DIRECTIONS FOR THIS TASK:
Could you copy every record below exactly, leaving out the pictures?

◆ ◆ ◆ ◆

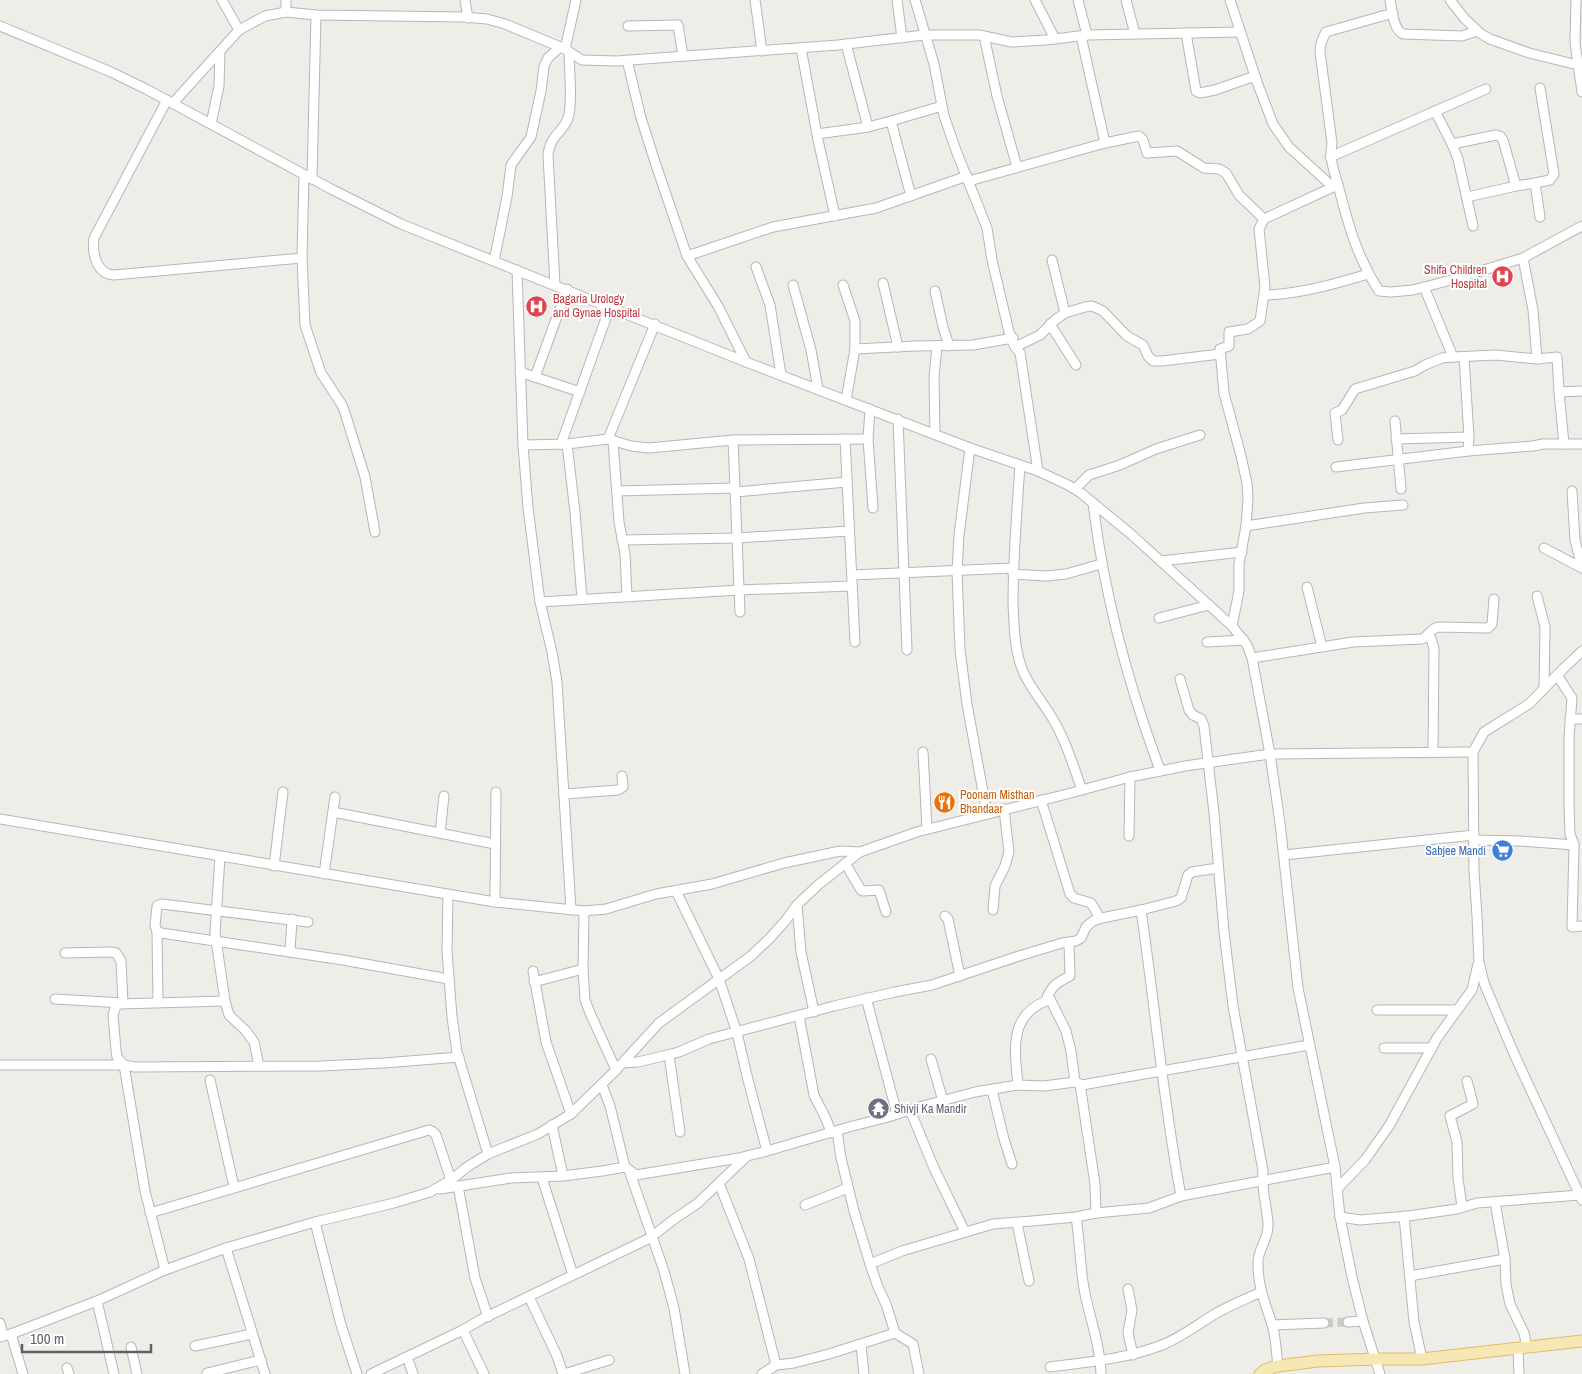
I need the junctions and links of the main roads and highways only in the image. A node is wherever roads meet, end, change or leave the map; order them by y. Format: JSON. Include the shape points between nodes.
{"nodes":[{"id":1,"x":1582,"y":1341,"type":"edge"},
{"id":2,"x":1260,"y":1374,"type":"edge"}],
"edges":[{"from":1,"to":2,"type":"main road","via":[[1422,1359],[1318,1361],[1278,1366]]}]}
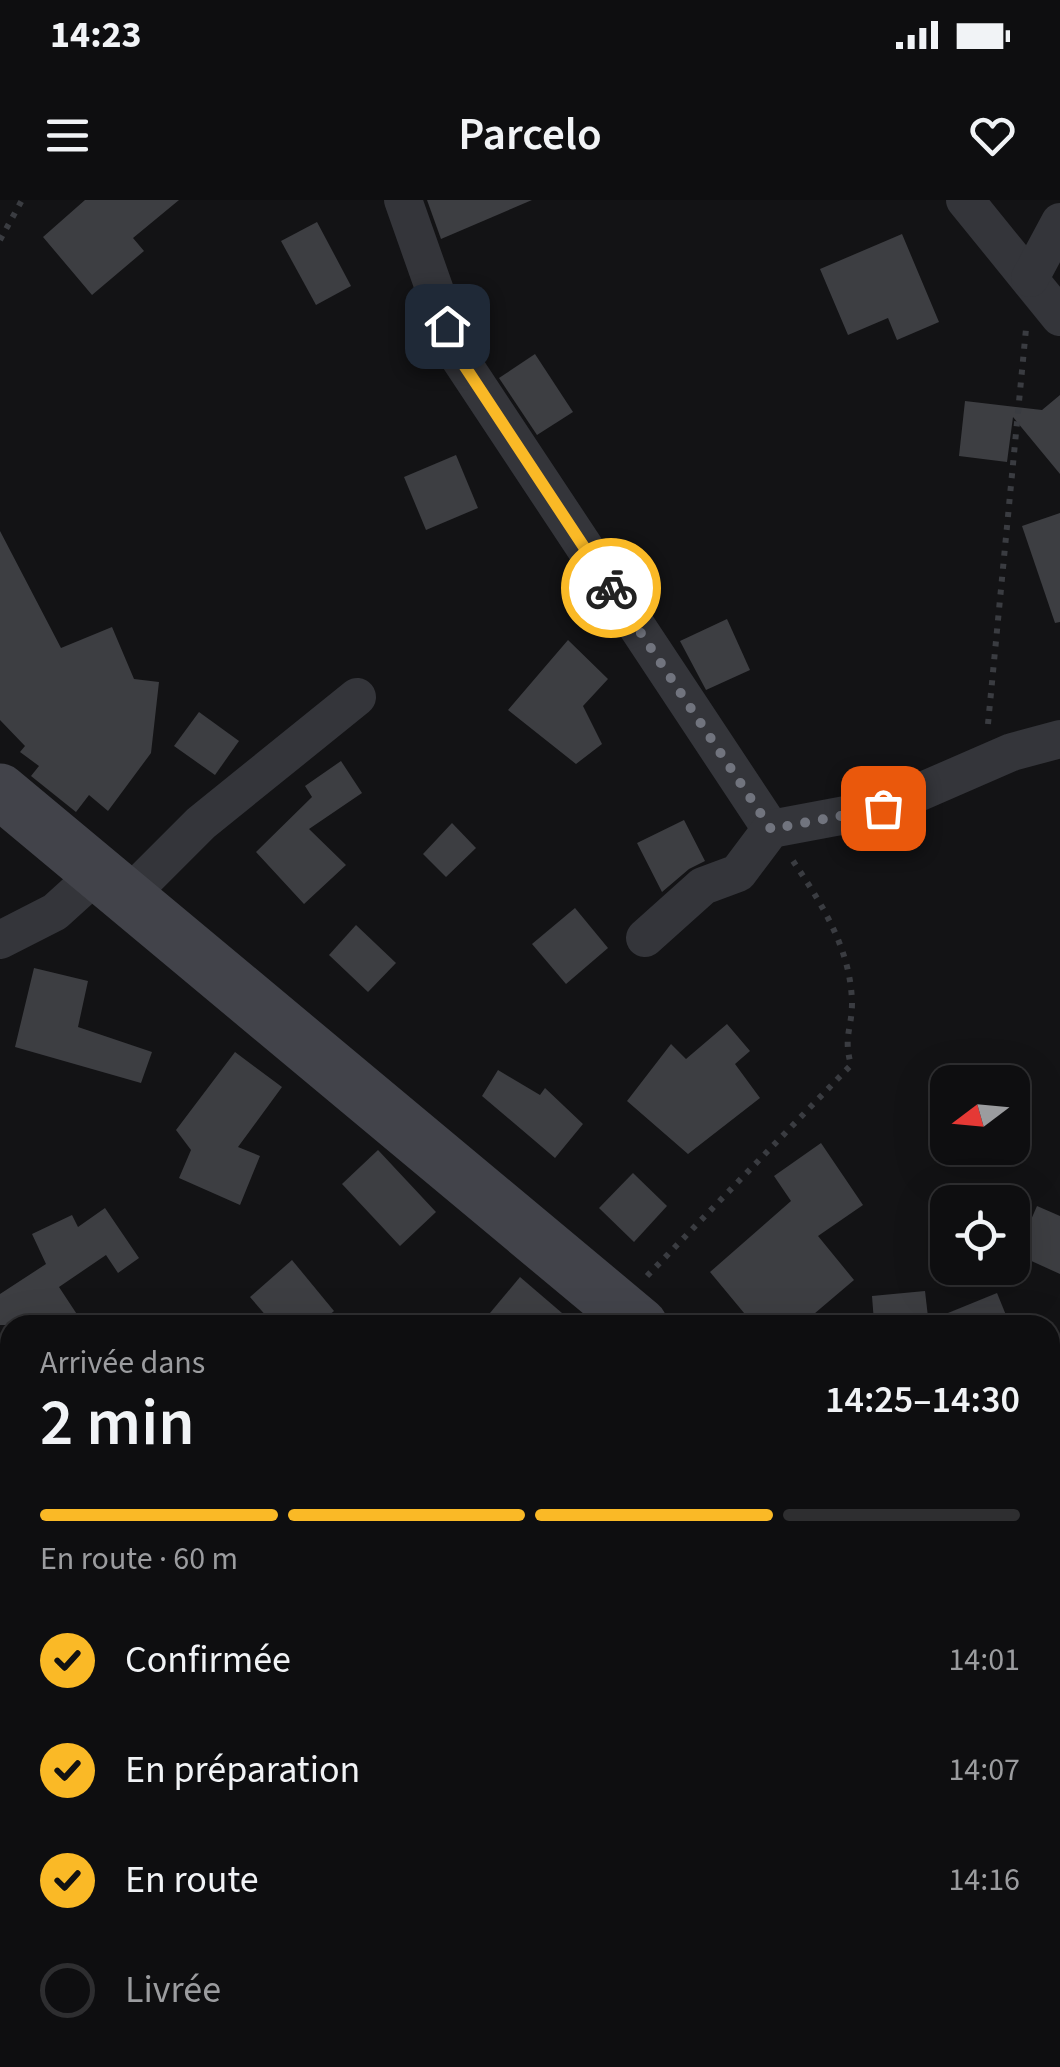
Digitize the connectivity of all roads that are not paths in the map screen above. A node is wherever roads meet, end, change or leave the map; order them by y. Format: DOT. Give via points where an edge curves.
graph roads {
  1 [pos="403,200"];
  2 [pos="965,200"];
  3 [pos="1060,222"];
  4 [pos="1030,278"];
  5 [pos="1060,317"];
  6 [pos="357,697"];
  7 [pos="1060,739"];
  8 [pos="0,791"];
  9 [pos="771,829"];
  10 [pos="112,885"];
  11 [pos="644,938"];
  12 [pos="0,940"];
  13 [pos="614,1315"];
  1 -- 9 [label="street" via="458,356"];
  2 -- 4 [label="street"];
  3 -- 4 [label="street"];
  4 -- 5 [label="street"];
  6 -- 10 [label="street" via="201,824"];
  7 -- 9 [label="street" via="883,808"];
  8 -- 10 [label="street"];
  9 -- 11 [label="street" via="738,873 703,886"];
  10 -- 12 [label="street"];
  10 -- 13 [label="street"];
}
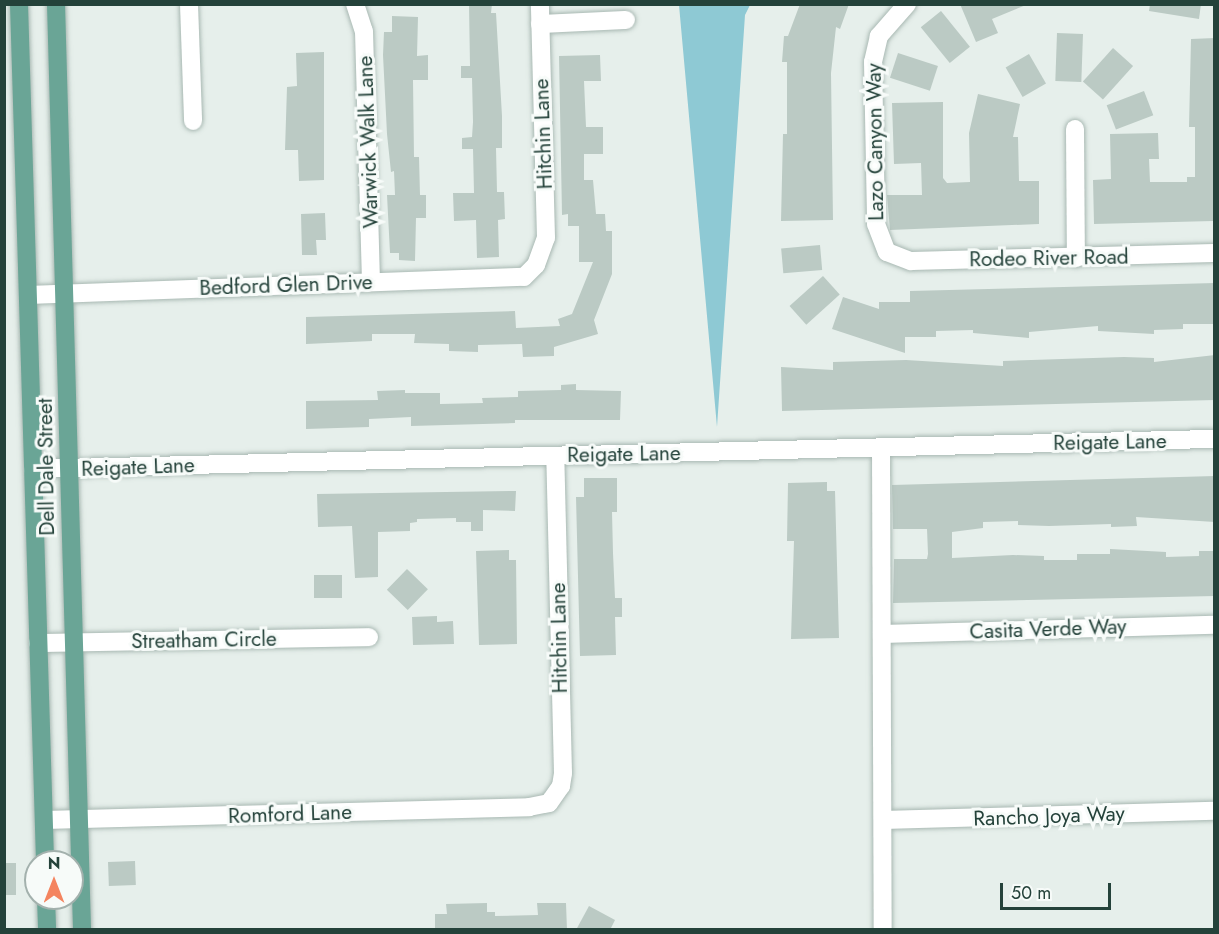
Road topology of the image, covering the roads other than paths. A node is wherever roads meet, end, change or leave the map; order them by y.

◆ ◆ ◆ ◆

ANSWER SECTION:
I need the junctions and links of the main roads and highways only in the image. A node is wherever roads meet, end, change or leave the map; order them by y. Format: JSON. Include the shape points between nodes.
{"nodes":[{"id":1,"x":1582,"y":1341,"type":"edge"},
{"id":2,"x":1260,"y":1374,"type":"edge"}],
"edges":[{"from":1,"to":2,"type":"main road","via":[[1422,1359],[1318,1361],[1278,1366]]}]}
Digitize the connectivity of all roads that are not paths in the map screen above. A node is wherever roads meet, end, change or leave the map; order them by y. Format: DOT. Give via points where an edge curves.
graph roads {
  1 [pos="403,200"];
  2 [pos="965,200"];
  3 [pos="1060,222"];
  4 [pos="1030,278"];
  5 [pos="1060,317"];
  6 [pos="357,697"];
  7 [pos="1060,739"];
  8 [pos="0,791"];
  9 [pos="771,829"];
  10 [pos="112,885"];
  11 [pos="644,938"];
  12 [pos="0,940"];
  13 [pos="614,1315"];
  1 -- 9 [label="street" via="458,356"];
  2 -- 4 [label="street"];
  3 -- 4 [label="street"];
  4 -- 5 [label="street"];
  6 -- 10 [label="street" via="201,824"];
  7 -- 9 [label="street" via="883,808"];
  8 -- 10 [label="street"];
  9 -- 11 [label="street" via="738,873 703,886"];
  10 -- 12 [label="street"];
  10 -- 13 [label="street"];
}
Road topology of the image, covering the roads other than paths. A node is wherever roads meet, end, change or leave the map; order them by y.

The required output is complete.